- [Exercise objective]
In the records, each line holding "lane" must be reported.

Data extract START

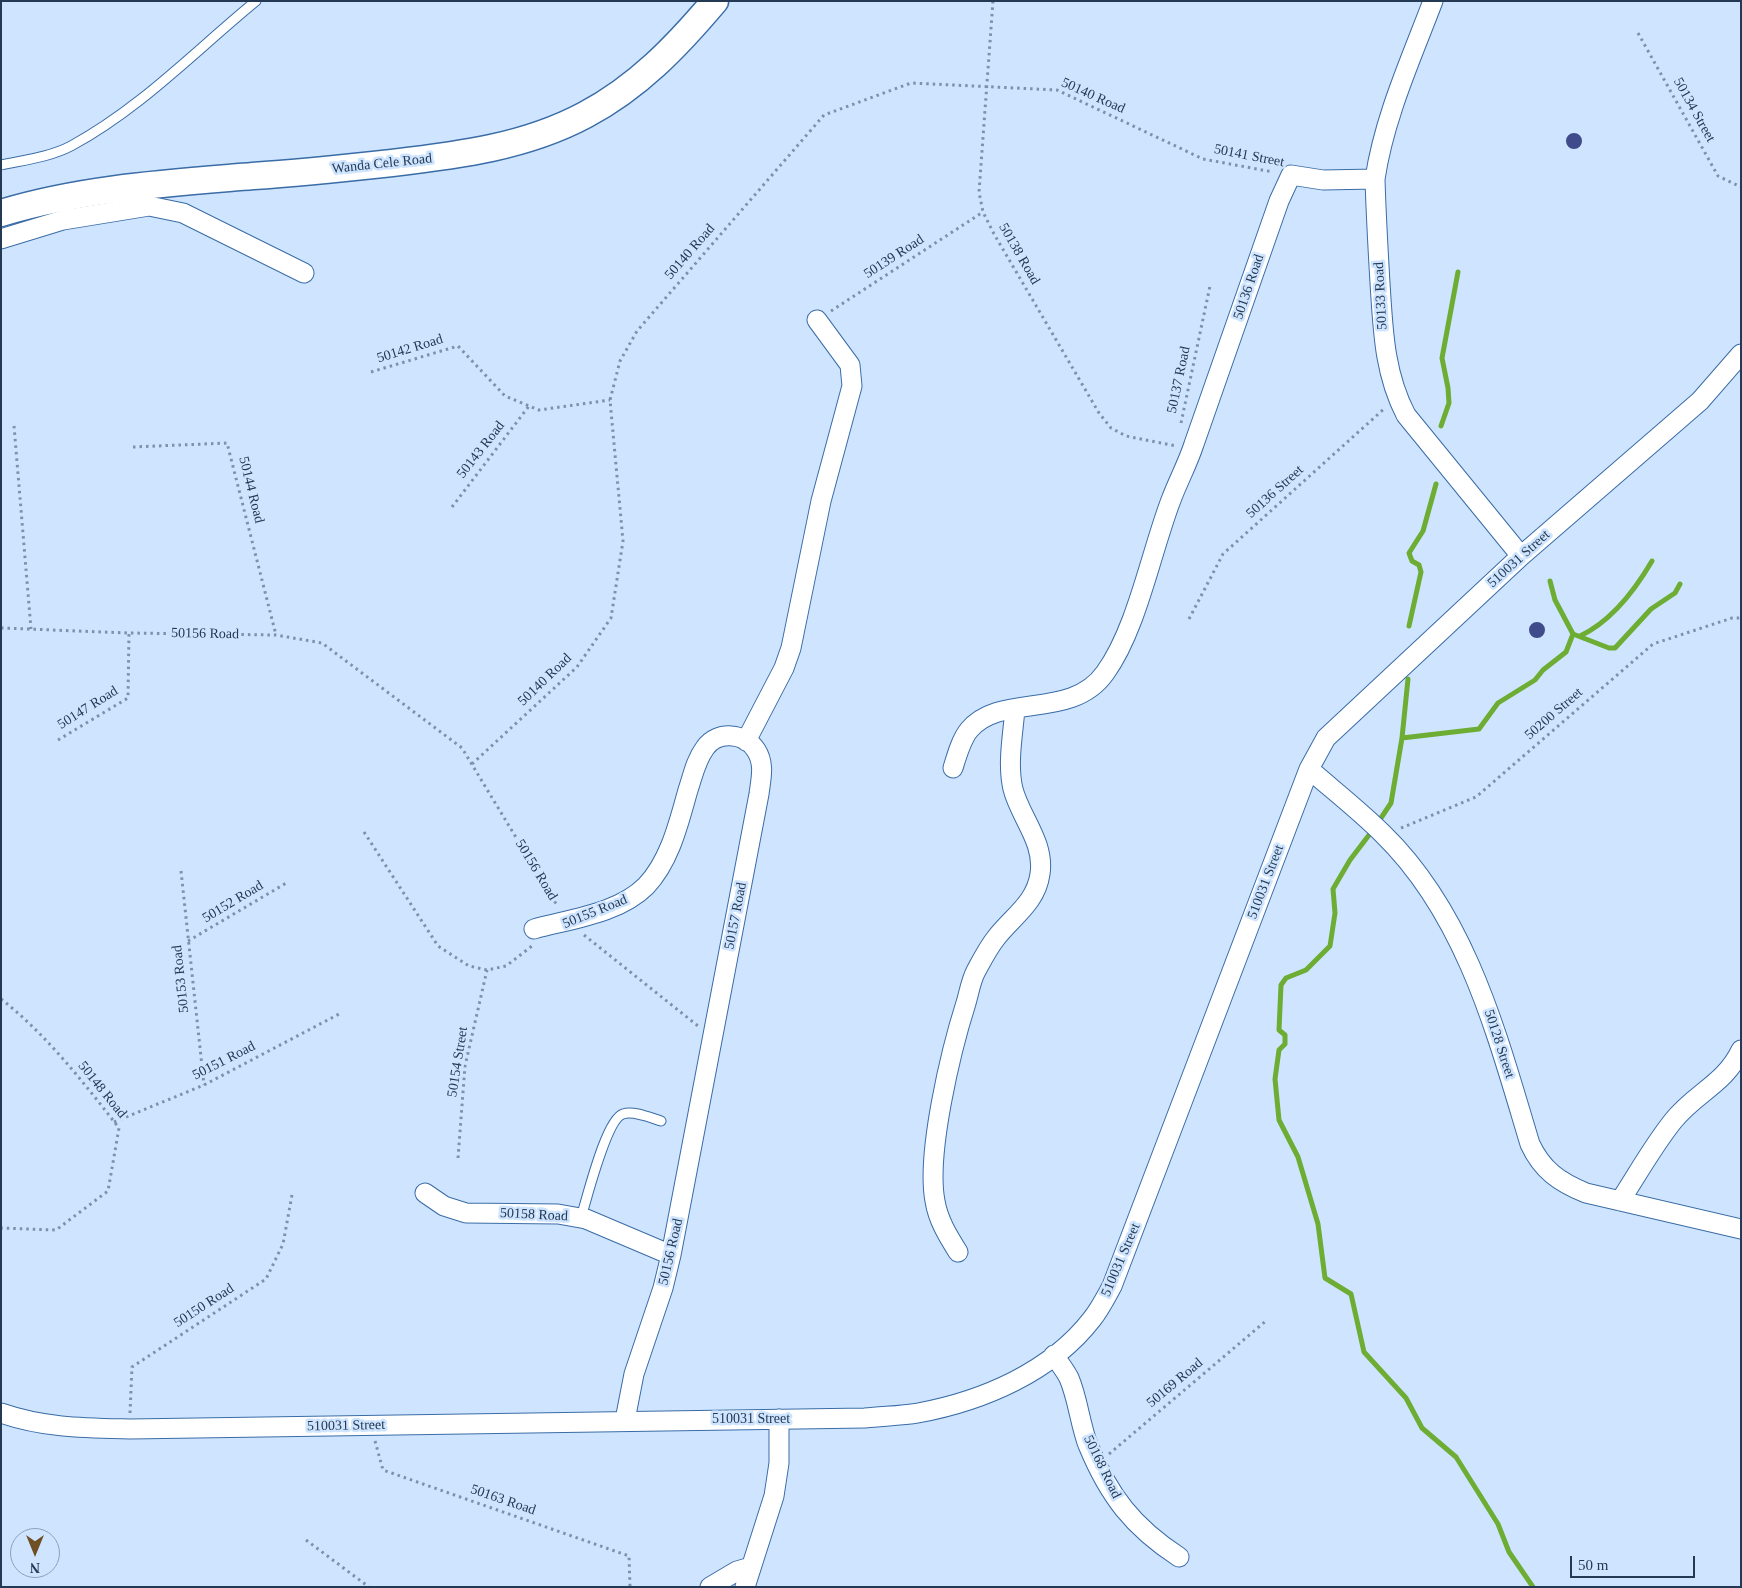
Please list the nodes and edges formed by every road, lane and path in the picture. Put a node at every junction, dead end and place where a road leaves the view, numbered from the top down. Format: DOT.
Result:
graph roads {
  1 [pos="256,1"];
  2 [pos="716,1"];
  3 [pos="994,1"];
  4 [pos="1434,1"];
  5 [pos="1638,33"];
  6 [pos="986,86"];
  7 [pos="1203,159"];
  8 [pos="1,165"];
  9 [pos="1291,176"];
  10 [pos="1374,179"];
  11 [pos="1741,187"];
  12 [pos="983,212"];
  13 [pos="1,213"];
  14 [pos="1,239"];
  15 [pos="304,273"];
  16 [pos="1210,286"];
  17 [pos="817,320"];
  18 [pos="1741,354"];
  19 [pos="371,372"];
  20 [pos="1397,398"];
  21 [pos="610,400"];
  22 [pos="529,406"];
  23 [pos="14,426"];
  24 [pos="1180,428"];
  25 [pos="1178,437"];
  26 [pos="1176,446"];
  27 [pos="133,447"];
  28 [pos="1179,478"];
  29 [pos="452,507"];
  30 [pos="1521,556"];
  31 [pos="1741,618"];
  32 [pos="1189,619"];
  33 [pos="1,628"];
  34 [pos="31,629"];
  35 [pos="130,633"];
  36 [pos="276,635"];
  37 [pos="1015,709"];
  38 [pos="58,740"];
  39 [pos="746,741"];
  40 [pos="472,764"];
  41 [pos="952,768"];
  42 [pos="1309,769"];
  43 [pos="364,832"];
  44 [pos="1384,835"];
  45 [pos="181,871"];
  46 [pos="288,882"];
  47 [pos="566,920"];
  48 [pos="535,936"];
  49 [pos="188,941"];
  50 [pos="487,970"];
  51 [pos="1,999"];
  52 [pos="341,1013"];
  53 [pos="713,1038"];
  54 [pos="1741,1050"];
  55 [pos="204,1085"];
  56 [pos="661,1121"];
  57 [pos="114,1122"];
  58 [pos="458,1158"];
  59 [pos="425,1193"];
  60 [pos="292,1195"];
  61 [pos="1620,1202"];
  62 [pos="581,1218"];
  63 [pos="1,1228"];
  64 [pos="1741,1229"];
  65 [pos="958,1252"];
  66 [pos="672,1255"];
  67 [pos="1267,1320"];
  68 [pos="1054,1355"];
  69 [pos="1,1413"];
  70 [pos="780,1418"];
  71 [pos="625,1420"];
  72 [pos="370,1426"];
  73 [pos="130,1429"];
  74 [pos="1097,1464"];
  75 [pos="306,1540"];
  76 [pos="1179,1557"];
  77 [pos="751,1567"];
  78 [pos="369,1587"];
  79 [pos="630,1587"];
  80 [pos="710,1587"];
  81 [pos="746,1587"];
  1 -- 8 [label="lane"];
  2 -- 13 [label="street, Wanda Cele Road"];
  3 -- 6 [label="path, 50138 Road"];
  4 -- 10 [label="street, 50133 Road"];
  5 -- 11 [label="path, 50134 Street"];
  6 -- 7 [label="path, 50140 Road"];
  6 -- 12 [label="path, 50138 Road"];
  6 -- 21 [label="path, 50140 Road"];
  7 -- 9 [label="path, 50141 Street"];
  9 -- 10 [label="street"];
  9 -- 28 [label="street, 50136 Road"];
  10 -- 20 [label="street, 50133 Road"];
  12 -- 17 [label="path, 50139 Road"];
  12 -- 26 [label="path, 50138 Road"];
  14 -- 15 [label="street"];
  16 -- 24 [label="path, 50137 Road"];
  17 -- 39 [label="street"];
  18 -- 30 [label="street, 510031 Street"];
  19 -- 22 [label="path, 50142 Road"];
  20 -- 30 [label="street, 50133 Road"];
  20 -- 32 [label="path, 50136 Street"];
  21 -- 22 [label="path, 50142 Road"];
  21 -- 40 [label="path, 50140 Road"];
  22 -- 29 [label="path, 50143 Road"];
  23 -- 34 [label="path"];
  25 -- 26 [label="path"];
  26 -- 28 [label="path"];
  27 -- 36 [label="path, 50144 Road"];
  28 -- 37 [label="street, 50136 Road"];
  30 -- 42 [label="street, 510031 Street"];
  31 -- 44 [label="path, 50200 Street"];
  33 -- 34 [label="path, 50156 Road"];
  34 -- 35 [label="path, 50156 Road"];
  35 -- 36 [label="path, 50156 Road"];
  35 -- 38 [label="path, 50147 Road"];
  36 -- 40 [label="path, 50156 Road"];
  37 -- 41 [label="street, 50136 Road"];
  37 -- 65 [label="street"];
  39 -- 47 [label="street, 50155 Road"];
  39 -- 53 [label="street, 50157 Road"];
  40 -- 47 [label="path, 50156 Road"];
  42 -- 44 [label="street, 50128 Street"];
  42 -- 68 [label="street, 510031 Street"];
  43 -- 50 [label="path"];
  44 -- 61 [label="street, 50128 Street"];
  45 -- 49 [label="path, 50153 Road"];
  46 -- 49 [label="path, 50152 Road"];
  47 -- 48 [label="street, 50155 Road"];
  47 -- 53 [label="path, 50156 Road"];
  48 -- 50 [label="path"];
  49 -- 55 [label="path, 50153 Road"];
  50 -- 58 [label="path, 50154 Street"];
  51 -- 57 [label="path, 50148 Road"];
  52 -- 55 [label="path, 50151 Road"];
  53 -- 66 [label="street, 50156 Road"];
  54 -- 61 [label="street"];
  55 -- 57 [label="path, 50151 Road"];
  56 -- 62 [label="lane"];
  57 -- 63 [label="path, 50148 Road"];
  59 -- 62 [label="street, 50158 Road"];
  60 -- 73 [label="path, 50150 Road"];
  61 -- 64 [label="street, 50128 Street"];
  62 -- 66 [label="street, 50158 Road"];
  66 -- 71 [label="street, 50156 Road"];
  67 -- 74 [label="path, 50169 Road"];
  68 -- 70 [label="street, 510031 Street"];
  68 -- 74 [label="street, 50168 Road"];
  69 -- 73 [label="street, 510031 Street"];
  70 -- 71 [label="street, 510031 Street"];
  70 -- 77 [label="street"];
  71 -- 72 [label="street, 510031 Street"];
  72 -- 73 [label="street, 510031 Street"];
  72 -- 79 [label="path, 50163 Road"];
  74 -- 76 [label="street, 50168 Road"];
  75 -- 78 [label="path"];
  77 -- 80 [label="street"];
  77 -- 81 [label="street"];
}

Data extract END

- [Written solution]
Please list the nodes and edges formed by every road, lane and path in the picture. Put a node at every junction, dead end and place where a road leaves the view, numbered from the top down. Format: DOT.
  1 -- 8 [label="lane"];
  56 -- 62 [label="lane"];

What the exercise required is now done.